L’épouse, représentée par son tuteur, ainsi que ses parents, également parties civiles, relèvent appel de cette ordonnance.
Par un arrêt du 7 juillet 2021, la Cour d’appel de Nîmes confirme l’ordonnance de non-lieu du juge d’instruction, considérant que même si les séquelles physiques et psychologiques irréversibles de l’accident survenu en 2009 empêchaient l’épouse de donner valablement son consentement et, bien que la commission de l’élément matériel du faux était avérée et reconnue (l’époux ayant admis avoir signé les offres de prêt en lieu et place de son épouse), les prêts n’avaient pas été préjudiciables à l’épouse. La Cour relève notamment que les fonds empruntés au moyen du prêt « travaux » avaient été effectivement affectés à la réalisation de travaux afin de répondre à son lourd handicap.
L’épouse, représentée par son tuteur, forme un pourvoi contre l’arrêt de la Cour d’appel de Nîmes, fondant son argumentation sur l’article 441-1 du Code pénal.
« Constitue un faux toute altération frauduleuse de la vérité, de nature à causer un préjudice et accomplie par quelque moyen que ce soit, dans un écrit ou tout autre support d’expression de la pensée qui a pour objet ou qui peut avoir pour effet d’établir la preuve d’un droit ou d’un fait ayant des conséquences juridiques.
Le faux et l’usage de faux sont punis de trois ans d’emprisonnement et de 45 000 euros d’amende ».
Analyse
Rappel du droit positif
En matière de faux, un risque de préjudice suffit à faire basculer la falsification matérielle vers le domaine pénal : en relevant que les prêts n’avaient pas été préjudiciables à l’épouse.
L’existence d’un tel risque s’apprécie à la date à laquelle la pièce a été contrefaite ou altérée.
Enseignement de l’arrêt
La décision commentée considère qu’il est nécessairement préjudiciable à la victime le fait d’apposer faussement sa signature sur une offre de prêt bancaire ; un tel engagement l’exposant, d’une part, au paiement d’intérêts au profit du créancier, et d’autre part, à un risque de poursuites judiciaires à défaut de remboursement de cet emprunt.
Ainsi, en relevant que les prêts n’avaient pas été préjudiciables à l’épouse, la chambre de l’instruction a violé l’article 441-1 du code pénal.
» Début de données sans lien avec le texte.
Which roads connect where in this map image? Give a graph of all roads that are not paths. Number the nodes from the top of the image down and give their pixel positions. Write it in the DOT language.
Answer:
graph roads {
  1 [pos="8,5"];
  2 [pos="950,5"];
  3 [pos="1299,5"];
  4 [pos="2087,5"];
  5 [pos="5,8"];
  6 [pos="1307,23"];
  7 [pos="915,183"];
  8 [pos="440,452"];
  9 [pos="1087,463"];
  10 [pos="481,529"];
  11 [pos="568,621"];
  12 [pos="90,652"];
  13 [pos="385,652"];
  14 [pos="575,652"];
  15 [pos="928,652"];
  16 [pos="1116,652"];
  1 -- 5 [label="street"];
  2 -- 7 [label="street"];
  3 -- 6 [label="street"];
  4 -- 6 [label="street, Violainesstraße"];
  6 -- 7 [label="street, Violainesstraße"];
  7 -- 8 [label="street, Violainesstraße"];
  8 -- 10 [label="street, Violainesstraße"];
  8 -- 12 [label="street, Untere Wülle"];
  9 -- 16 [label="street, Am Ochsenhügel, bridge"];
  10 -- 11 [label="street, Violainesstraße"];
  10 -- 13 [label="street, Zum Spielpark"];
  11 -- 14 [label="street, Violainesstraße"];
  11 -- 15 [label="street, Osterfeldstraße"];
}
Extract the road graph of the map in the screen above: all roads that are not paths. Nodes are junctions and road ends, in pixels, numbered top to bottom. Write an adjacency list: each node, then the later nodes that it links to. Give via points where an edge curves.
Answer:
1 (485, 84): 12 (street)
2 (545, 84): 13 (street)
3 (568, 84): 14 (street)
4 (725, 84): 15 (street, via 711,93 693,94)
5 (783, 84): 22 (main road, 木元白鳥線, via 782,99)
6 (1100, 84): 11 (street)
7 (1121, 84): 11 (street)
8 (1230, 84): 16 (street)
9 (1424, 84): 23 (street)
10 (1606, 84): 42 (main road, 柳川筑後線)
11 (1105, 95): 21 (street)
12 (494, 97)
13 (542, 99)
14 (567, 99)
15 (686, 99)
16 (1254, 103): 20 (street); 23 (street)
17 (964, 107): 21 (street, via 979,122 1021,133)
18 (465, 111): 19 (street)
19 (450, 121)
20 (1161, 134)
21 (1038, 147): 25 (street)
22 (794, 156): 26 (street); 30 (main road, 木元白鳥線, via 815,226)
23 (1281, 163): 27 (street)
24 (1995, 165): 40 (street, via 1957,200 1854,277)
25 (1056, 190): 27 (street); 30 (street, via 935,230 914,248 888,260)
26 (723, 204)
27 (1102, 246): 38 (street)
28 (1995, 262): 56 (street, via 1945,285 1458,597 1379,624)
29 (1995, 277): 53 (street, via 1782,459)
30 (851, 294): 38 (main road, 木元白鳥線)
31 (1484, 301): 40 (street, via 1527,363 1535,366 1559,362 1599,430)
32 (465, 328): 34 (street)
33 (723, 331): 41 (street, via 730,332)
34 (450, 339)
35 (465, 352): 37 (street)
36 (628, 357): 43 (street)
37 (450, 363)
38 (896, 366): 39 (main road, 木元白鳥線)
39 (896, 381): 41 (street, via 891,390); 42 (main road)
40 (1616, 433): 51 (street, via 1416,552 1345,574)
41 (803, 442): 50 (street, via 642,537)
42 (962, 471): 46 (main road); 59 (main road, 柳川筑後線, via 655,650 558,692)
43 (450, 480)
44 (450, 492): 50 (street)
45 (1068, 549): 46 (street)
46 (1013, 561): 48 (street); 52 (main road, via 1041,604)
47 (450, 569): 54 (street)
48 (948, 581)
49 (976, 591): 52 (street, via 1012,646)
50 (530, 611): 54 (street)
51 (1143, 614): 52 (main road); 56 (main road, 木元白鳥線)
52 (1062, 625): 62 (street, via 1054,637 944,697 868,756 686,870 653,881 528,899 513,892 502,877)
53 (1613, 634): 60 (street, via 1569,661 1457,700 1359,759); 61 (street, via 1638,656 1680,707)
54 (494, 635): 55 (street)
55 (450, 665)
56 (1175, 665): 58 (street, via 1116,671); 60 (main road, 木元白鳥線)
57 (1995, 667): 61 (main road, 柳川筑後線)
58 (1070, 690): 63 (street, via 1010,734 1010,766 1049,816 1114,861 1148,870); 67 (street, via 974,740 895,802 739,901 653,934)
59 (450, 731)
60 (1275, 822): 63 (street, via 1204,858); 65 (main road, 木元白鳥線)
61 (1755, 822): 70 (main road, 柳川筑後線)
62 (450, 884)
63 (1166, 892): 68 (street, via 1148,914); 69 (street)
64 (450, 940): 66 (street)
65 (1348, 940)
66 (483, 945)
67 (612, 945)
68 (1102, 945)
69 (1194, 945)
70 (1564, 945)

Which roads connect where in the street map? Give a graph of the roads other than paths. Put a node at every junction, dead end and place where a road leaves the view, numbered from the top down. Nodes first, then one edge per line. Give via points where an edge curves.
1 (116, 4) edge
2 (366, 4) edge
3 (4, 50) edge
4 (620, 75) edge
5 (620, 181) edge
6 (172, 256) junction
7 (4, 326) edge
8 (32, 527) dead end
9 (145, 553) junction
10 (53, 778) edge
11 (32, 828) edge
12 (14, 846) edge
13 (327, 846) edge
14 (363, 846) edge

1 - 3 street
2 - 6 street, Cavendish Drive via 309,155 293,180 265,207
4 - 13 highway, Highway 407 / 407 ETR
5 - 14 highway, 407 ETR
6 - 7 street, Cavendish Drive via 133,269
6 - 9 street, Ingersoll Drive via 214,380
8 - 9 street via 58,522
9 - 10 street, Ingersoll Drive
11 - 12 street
Les circonstances suivantes, relevées par les juges du fond, sont parfaitement indifférentes :
- les prêts souscrits ne résultent pas d’un stratagème mis en place par l’époux,
- l’un des prêts a été contracté dans le but de financer les travaux du domicile, rendus nécessaires par le lourd handicap de son épouse à sa sortie de l’hôpital afin qu’elle retrouve une certaine autonomie,
- il n’est pas démontré que le prêt destiné au rachat des autres crédits contractés par le mis en examen durant l’hospitalisation de la partie civile, ait été utilisé à d’autres fins ni que, pendant l’hospitalisation de son épouse, l’époux ait dilapidé son patrimoine ni qu’il ait engagé les deniers du couple, commun en biens, de manière disproportionnée et préjudiciable à l’épouse ou en mettant en péril l’équilibre financier du foyer.
En conclusion, en matière de faux en écriture, la simple possibilité du préjudice résultant de l’altération de la vérité suffit pour que l’infraction pénale soit consommée.
Peu importe l’absence de résultat dommageable du faux, l’absence de stratagème, voire la bonne volonté du falsificateur. Aussi, le fait pour un époux d’imiter la signature de son conjoint dans l’intérêt de ce dernier ou pour les besoins du ménage ne permette d’écarter le faux et l’application de la loi pénale.
La falsification de la signature était intrinsèquement un danger. L’époux, empêché de consentir un prêt commun du fait de l’altération des facultés de son conjoint, doit préférer le recours à l’autorisation judiciaire de l’article 217 du code civil ou la représentation judiciaire de l’article 219 du code civil, en vue d’obtenir une extension de ses droits.